Figure 4.

UNC-60A (ADF/cofilin) regulates the invadopodial membrane. (A) In contrast to its tight localization at the invasive cell membrane in wild-type animals (arrowhead), GFP::UNC-34 (Ena/VASP) localizes to the expanded F-actin network (bracket) after unc-60a RNAi treatment. (B) The invadopodial membrane components PI(4,5)P₂ (mCherry::PLCδ^PH) and the Racs GFP::MIG-2 and GFP::CED-10 were no longer localized to the invasive cell membrane after loss of unc-60a and were found within intracellular vesicles (arrowheads) independent of the expanded F-actin (brackets; r-value reports average Pearson’s correlation coefficient for colocalization within the AC ± SEM). (C) The invadopodial membrane components PI(4,5)P₂ and GFP::MIG-2 colocalized within the same vesicles (arrowheads) after loss of unc-60a (r-value reports average Pearson’s correlation coefficient for colocalization within the AC ± SEM). (D) The endolysosome marker LMP-1::GFP localized to invadopodial structures and at the initial breach site (top, arrowhead).
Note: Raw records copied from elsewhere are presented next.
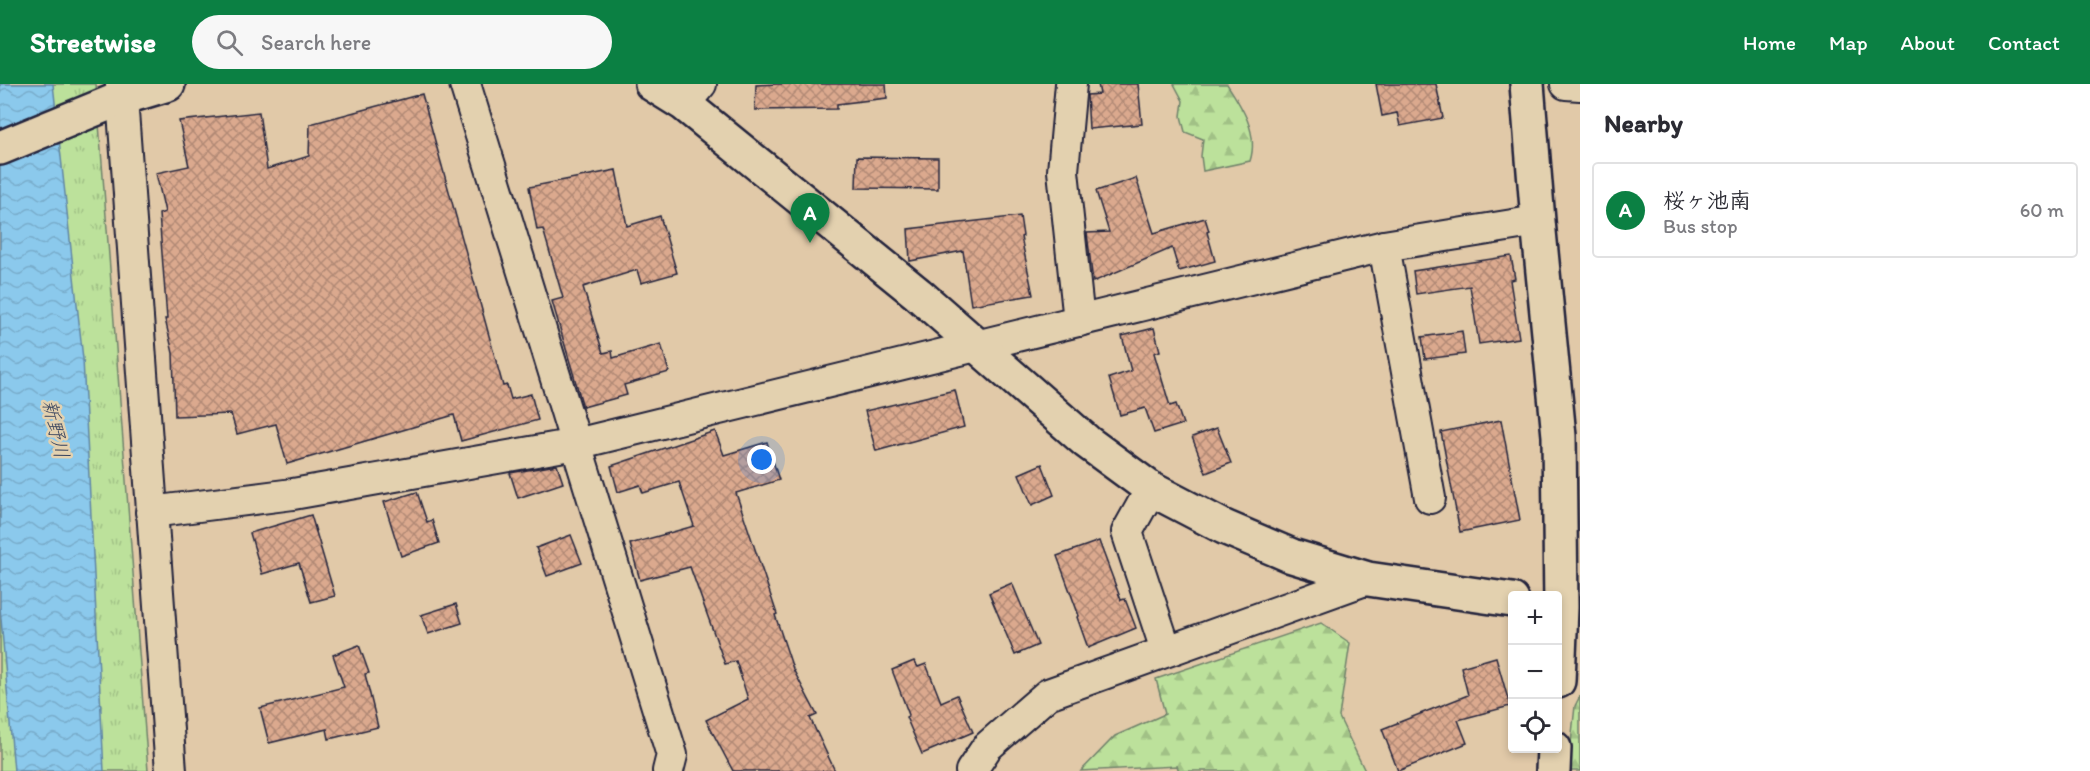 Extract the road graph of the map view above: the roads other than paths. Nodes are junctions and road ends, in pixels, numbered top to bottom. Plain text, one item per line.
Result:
1 (168, 84) edge
2 (465, 84) edge
3 (652, 84) edge
4 (1071, 84) edge
5 (1527, 84) edge
6 (1566, 84) edge
7 (1580, 85) edge
8 (692, 94) edge
9 (115, 96) edge
10 (0, 148) edge
11 (1538, 222) junction
12 (1384, 246) junction
13 (1079, 321) junction
14 (975, 346) junction
15 (576, 444) junction
16 (1151, 489) junction
17 (1430, 498) dead end
18 (151, 512) junction
19 (1368, 579) junction
20 (1508, 599) edge
21 (1566, 607) edge
22 (1561, 645) edge
23 (1166, 650) junction
24 (1554, 753) edge
25 (171, 771) edge
26 (668, 771) edge
27 (971, 771) edge
28 (1553, 771) edge

1 - 9 street
2 - 15 street
3 - 8 street
4 - 13 street
5 - 11 street
6 - 7 street
8 - 14 street
9 - 10 street
9 - 18 street
11 - 12 street
11 - 21 street
12 - 13 street
12 - 17 street
13 - 14 street
14 - 15 street
14 - 16 street
15 - 18 street
15 - 26 street
16 - 19 street
16 - 23 street
18 - 25 street
19 - 20 street
19 - 23 street
21 - 22 street
23 - 27 street
24 - 28 street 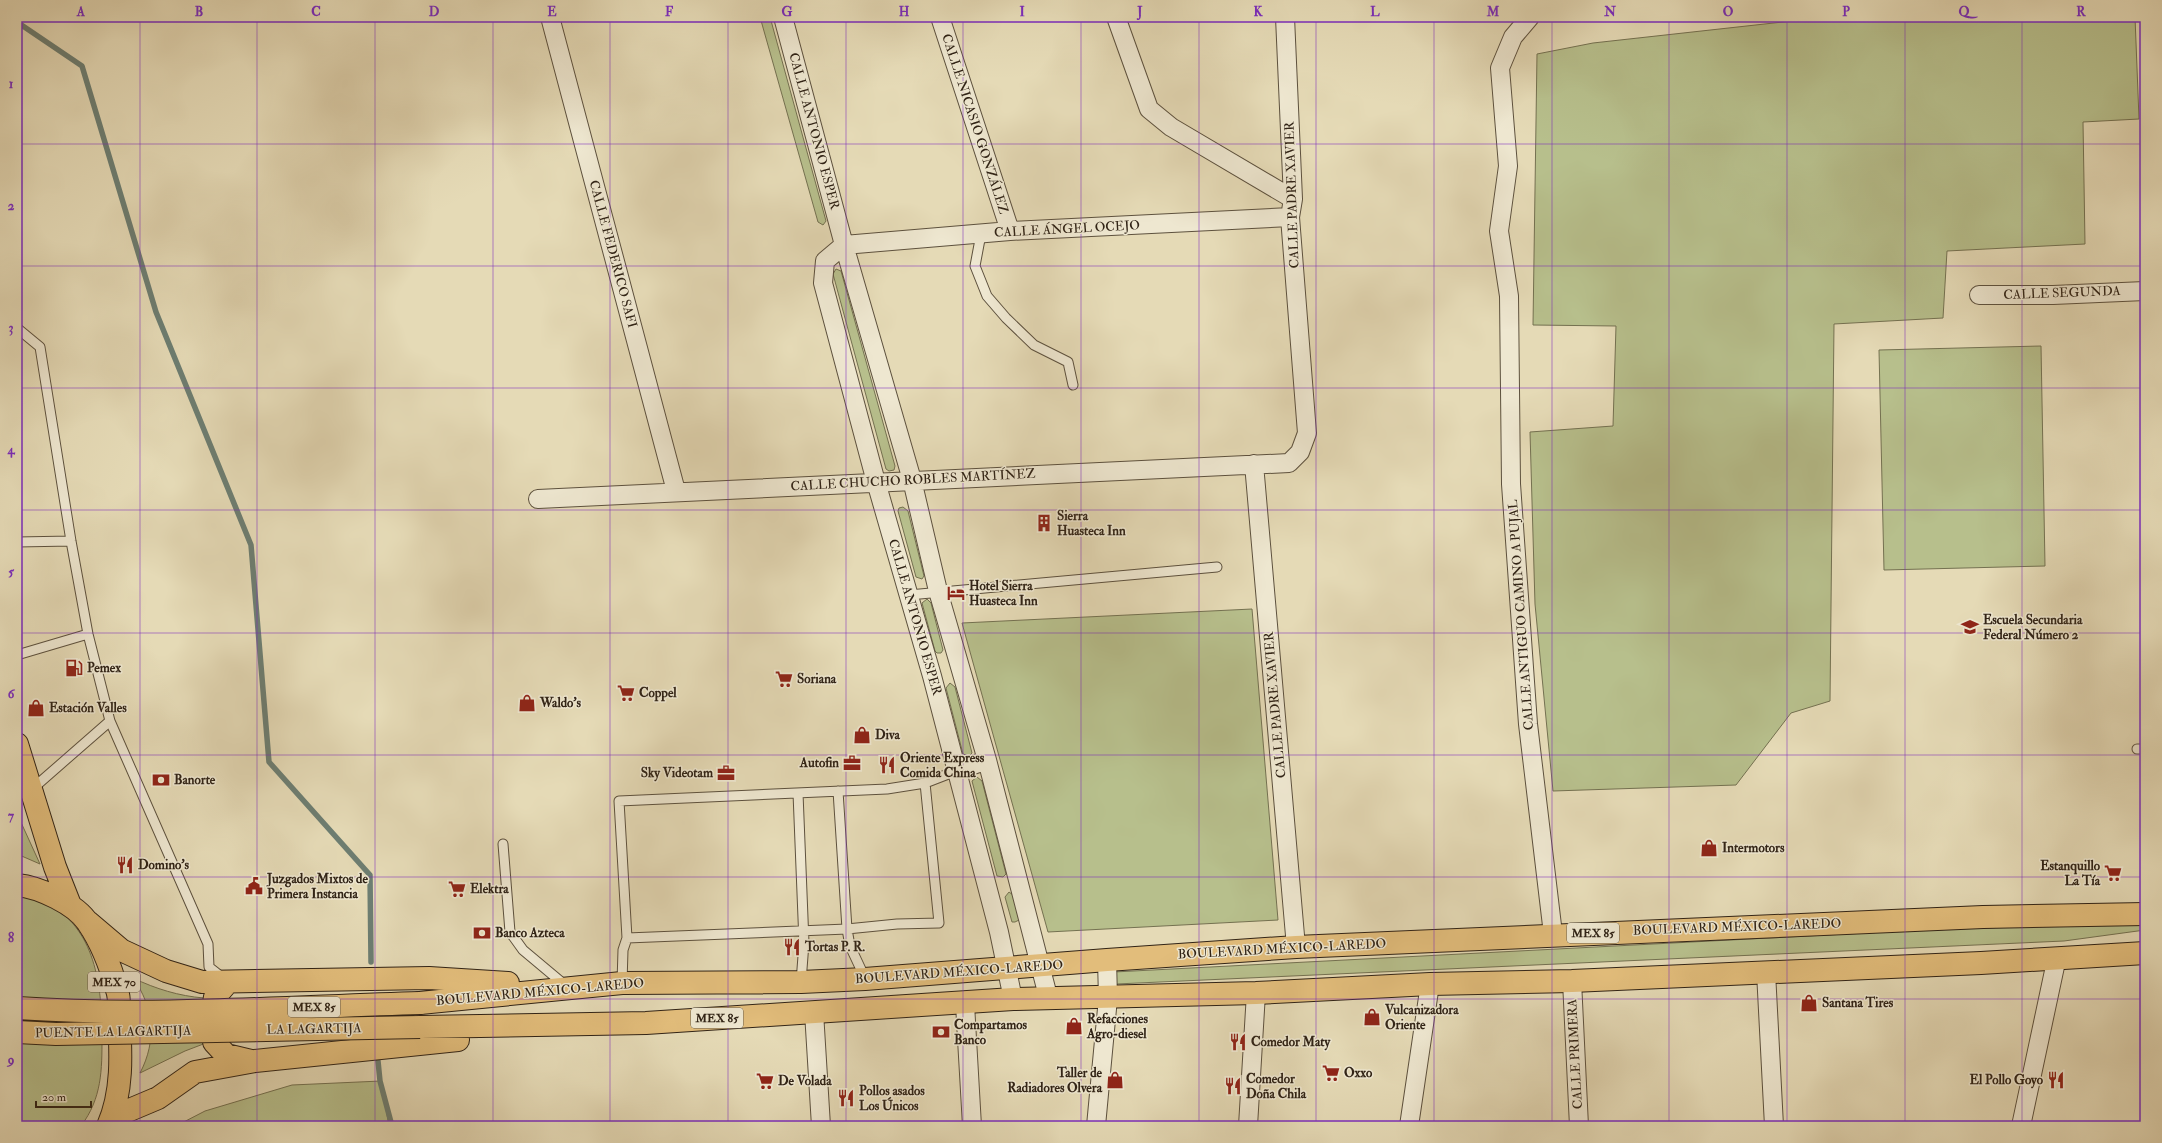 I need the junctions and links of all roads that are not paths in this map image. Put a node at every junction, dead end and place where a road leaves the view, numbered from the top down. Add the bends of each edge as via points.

LMP-1::GFP colocalized with invadopodial membrane markers (GFP::MIG-2, GFP::CED-10, and PI(4,5)P₂) in wild-type ACs (middle panels, arrowheads) and after loss of unc-60a within internalized vesicles (bottom, arrowheads). r-value reports average Pearson’s correlation coefficient for colocalization within the AC ± SEM. (E) Graphs show the volume of GFP::UNC-34 and the polarized localization of the invadopodial membrane components in wild-type (black) and unc-60a (RNAi) animals (orange; n ≥ 6 animals examined for each; *, P < 0.01; ***, P < 0.0001; Student’s t test; error bars indicate ±SEM). Bars, 5 µm.